→ What you should do: Report each line of the records where "Portland" occurs.

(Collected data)

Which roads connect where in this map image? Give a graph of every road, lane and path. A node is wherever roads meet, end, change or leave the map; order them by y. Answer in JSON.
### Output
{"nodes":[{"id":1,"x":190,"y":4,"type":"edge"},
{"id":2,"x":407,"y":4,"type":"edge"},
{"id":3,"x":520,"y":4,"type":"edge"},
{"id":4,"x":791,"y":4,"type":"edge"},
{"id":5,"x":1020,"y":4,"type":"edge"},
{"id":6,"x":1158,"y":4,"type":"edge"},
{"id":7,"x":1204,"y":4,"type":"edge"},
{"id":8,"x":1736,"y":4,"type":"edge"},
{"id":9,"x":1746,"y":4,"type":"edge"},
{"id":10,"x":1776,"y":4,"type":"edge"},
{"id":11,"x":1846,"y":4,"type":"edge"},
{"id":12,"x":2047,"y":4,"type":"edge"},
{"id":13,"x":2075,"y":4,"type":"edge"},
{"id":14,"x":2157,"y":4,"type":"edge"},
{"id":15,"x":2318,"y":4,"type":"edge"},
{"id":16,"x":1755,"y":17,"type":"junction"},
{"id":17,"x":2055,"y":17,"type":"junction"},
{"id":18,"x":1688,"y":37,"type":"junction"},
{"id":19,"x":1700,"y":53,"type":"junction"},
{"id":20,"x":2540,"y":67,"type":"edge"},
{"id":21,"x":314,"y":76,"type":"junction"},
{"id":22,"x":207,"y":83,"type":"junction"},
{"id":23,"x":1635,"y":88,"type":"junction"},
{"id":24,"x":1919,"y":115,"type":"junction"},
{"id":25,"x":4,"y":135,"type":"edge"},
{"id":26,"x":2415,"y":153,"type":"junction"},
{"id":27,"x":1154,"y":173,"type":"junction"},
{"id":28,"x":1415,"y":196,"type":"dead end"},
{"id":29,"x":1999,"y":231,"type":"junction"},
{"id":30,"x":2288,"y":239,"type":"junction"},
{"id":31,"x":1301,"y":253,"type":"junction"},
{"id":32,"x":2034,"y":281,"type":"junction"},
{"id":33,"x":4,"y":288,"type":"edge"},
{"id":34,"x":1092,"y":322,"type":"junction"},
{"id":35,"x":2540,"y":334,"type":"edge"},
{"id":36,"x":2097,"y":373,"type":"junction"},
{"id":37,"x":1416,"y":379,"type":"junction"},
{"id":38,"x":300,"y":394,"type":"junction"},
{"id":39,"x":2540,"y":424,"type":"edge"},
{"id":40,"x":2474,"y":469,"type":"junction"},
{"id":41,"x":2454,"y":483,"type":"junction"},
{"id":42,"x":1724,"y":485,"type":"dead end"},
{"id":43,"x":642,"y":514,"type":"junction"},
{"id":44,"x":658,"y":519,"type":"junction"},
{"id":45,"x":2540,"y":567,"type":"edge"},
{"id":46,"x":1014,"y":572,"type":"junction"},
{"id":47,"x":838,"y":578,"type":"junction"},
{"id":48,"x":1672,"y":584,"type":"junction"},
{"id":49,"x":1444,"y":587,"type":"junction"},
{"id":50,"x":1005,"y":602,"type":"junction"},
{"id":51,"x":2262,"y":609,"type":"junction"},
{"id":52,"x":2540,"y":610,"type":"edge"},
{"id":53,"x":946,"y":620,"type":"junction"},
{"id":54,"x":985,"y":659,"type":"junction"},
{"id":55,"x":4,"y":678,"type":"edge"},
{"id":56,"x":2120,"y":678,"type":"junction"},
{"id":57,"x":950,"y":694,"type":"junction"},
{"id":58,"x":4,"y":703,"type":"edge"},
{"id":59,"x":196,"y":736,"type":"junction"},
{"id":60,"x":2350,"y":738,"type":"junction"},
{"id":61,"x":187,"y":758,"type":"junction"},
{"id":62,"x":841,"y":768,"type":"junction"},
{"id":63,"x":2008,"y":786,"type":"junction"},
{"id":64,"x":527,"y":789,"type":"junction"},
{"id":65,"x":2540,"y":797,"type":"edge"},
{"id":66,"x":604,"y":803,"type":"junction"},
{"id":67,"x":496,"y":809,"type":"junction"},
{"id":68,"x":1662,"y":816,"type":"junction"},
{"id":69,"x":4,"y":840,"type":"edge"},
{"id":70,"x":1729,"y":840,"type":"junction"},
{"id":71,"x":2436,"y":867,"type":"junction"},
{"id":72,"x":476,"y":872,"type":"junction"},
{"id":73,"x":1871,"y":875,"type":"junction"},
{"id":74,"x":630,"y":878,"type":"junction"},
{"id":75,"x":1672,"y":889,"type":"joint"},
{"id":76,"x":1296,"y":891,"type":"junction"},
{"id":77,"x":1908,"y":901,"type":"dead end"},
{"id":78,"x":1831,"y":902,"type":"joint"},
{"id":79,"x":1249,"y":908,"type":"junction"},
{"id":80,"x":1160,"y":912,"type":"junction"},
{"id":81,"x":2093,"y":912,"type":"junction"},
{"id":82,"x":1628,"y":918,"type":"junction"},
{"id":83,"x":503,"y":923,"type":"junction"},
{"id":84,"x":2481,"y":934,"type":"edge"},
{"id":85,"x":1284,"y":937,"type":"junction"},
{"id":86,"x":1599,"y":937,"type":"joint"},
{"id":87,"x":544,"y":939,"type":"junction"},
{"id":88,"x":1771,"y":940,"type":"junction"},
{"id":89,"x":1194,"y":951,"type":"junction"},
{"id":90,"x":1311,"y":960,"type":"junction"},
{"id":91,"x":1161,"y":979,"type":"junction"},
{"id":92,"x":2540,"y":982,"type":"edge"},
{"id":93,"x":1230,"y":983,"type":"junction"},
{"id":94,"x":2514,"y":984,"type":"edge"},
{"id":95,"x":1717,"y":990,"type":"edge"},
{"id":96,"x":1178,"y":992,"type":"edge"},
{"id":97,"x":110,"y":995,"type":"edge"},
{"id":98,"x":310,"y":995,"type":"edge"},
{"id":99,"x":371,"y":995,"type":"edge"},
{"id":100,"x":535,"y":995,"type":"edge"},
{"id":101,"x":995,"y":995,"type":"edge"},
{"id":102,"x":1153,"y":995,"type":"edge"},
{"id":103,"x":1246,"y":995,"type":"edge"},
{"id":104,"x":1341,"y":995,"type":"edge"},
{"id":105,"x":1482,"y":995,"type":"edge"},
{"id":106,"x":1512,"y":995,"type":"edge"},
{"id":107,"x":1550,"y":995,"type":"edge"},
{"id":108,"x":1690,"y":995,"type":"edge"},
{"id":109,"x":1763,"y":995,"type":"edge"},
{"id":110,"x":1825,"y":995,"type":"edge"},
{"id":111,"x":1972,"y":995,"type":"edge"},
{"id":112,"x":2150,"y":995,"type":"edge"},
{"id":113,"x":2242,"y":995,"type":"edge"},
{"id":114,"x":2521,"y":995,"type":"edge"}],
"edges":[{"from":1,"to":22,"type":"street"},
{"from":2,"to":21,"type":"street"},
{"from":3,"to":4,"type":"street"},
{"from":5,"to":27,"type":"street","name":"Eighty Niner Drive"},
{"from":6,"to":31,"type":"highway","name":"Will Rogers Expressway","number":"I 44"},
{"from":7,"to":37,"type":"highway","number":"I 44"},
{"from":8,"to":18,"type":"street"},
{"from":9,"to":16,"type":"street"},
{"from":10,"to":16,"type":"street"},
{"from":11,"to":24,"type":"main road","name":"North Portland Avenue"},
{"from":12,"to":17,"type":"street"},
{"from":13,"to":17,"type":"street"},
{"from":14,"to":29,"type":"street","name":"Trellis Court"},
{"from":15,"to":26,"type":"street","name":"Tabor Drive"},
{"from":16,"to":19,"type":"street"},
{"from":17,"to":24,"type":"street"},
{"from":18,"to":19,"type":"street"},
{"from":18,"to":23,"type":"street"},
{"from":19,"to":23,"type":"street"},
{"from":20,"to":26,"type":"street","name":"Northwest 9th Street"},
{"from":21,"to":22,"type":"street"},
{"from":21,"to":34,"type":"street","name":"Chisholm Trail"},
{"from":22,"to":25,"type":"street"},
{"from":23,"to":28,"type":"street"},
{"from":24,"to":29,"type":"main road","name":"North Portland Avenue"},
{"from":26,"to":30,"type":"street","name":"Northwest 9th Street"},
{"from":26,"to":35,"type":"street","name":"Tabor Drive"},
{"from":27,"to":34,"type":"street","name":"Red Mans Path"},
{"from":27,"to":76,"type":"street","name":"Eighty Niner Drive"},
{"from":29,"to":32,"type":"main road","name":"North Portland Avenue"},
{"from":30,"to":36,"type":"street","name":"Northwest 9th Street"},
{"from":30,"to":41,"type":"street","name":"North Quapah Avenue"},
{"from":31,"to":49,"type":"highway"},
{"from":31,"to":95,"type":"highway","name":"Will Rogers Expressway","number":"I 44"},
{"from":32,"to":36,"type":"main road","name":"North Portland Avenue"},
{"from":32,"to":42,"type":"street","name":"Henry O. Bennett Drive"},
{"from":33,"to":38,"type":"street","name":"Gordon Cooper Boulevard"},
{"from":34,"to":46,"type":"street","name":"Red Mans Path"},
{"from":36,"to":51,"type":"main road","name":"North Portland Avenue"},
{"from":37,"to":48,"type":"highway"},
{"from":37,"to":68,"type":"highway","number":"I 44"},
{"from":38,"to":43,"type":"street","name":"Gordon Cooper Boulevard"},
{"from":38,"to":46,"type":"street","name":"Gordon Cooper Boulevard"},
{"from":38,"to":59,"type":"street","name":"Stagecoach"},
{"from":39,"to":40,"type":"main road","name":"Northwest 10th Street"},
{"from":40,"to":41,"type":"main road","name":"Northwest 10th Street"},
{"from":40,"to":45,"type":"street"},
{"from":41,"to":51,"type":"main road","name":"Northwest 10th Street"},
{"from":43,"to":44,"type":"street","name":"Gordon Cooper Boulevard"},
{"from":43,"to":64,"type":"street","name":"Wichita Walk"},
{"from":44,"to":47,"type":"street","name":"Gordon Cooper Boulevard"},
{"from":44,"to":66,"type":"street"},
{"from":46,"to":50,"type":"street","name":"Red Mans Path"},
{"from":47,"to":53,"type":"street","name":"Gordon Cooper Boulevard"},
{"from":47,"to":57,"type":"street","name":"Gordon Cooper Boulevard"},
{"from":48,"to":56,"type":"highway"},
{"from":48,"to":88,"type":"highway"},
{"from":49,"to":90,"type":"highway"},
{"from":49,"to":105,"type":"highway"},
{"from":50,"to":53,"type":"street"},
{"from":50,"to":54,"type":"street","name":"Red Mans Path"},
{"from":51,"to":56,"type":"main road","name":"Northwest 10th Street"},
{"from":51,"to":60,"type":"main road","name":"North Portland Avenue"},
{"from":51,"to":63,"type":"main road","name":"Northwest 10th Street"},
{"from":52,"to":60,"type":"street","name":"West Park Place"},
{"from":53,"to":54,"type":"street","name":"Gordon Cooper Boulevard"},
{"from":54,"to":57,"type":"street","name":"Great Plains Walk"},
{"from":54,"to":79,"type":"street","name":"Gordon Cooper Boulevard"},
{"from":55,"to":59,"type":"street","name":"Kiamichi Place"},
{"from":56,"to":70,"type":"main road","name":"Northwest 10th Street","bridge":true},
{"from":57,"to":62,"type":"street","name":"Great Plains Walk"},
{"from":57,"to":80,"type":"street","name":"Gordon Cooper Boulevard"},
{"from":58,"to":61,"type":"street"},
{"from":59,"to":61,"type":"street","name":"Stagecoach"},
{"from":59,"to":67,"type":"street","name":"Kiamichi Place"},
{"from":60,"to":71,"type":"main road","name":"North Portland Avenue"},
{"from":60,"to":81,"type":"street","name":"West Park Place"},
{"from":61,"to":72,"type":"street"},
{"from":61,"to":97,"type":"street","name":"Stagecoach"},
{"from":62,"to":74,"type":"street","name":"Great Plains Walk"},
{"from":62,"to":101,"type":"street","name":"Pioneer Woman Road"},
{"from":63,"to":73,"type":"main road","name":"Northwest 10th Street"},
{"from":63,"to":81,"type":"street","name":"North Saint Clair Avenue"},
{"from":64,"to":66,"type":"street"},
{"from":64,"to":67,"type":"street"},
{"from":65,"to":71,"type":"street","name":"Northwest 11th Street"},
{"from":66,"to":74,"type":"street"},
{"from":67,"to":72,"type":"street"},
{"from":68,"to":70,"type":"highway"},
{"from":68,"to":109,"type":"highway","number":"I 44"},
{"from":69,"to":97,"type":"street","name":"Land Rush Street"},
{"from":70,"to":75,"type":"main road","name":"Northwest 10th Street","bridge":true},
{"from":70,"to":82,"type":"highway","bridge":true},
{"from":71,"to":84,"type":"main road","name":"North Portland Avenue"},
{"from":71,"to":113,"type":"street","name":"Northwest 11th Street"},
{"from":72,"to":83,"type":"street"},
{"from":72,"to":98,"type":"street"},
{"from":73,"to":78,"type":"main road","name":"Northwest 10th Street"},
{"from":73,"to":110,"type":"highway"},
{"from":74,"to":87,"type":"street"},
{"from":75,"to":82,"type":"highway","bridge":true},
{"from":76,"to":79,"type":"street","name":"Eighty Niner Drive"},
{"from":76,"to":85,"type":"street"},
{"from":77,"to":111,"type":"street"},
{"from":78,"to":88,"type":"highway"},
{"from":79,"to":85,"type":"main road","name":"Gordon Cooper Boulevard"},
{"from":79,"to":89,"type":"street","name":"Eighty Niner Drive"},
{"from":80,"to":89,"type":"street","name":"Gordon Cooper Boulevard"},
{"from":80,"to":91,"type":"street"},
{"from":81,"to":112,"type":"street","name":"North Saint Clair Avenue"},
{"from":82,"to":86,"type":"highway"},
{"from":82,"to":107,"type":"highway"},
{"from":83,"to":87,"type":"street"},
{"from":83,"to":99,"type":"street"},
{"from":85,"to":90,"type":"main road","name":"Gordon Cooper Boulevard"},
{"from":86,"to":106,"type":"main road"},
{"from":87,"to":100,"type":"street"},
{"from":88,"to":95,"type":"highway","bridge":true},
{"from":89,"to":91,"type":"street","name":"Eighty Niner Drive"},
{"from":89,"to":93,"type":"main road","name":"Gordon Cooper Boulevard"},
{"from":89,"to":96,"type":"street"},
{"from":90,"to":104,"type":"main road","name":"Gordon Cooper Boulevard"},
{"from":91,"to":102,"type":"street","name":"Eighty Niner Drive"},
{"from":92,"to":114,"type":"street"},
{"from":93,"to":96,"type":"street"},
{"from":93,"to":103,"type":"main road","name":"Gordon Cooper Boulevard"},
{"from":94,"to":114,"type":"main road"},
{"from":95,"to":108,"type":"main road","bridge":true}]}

→ Solution:
{"from":11,"to":24,"type":"main road","name":"North Portland Avenue"},
{"from":24,"to":29,"type":"main road","name":"North Portland Avenue"},
{"from":29,"to":32,"type":"main road","name":"North Portland Avenue"},
{"from":32,"to":36,"type":"main road","name":"North Portland Avenue"},
{"from":36,"to":51,"type":"main road","name":"North Portland Avenue"},
{"from":51,"to":60,"type":"main road","name":"North Portland Avenue"},
{"from":60,"to":71,"type":"main road","name":"North Portland Avenue"},
{"from":71,"to":84,"type":"main road","name":"North Portland Avenue"},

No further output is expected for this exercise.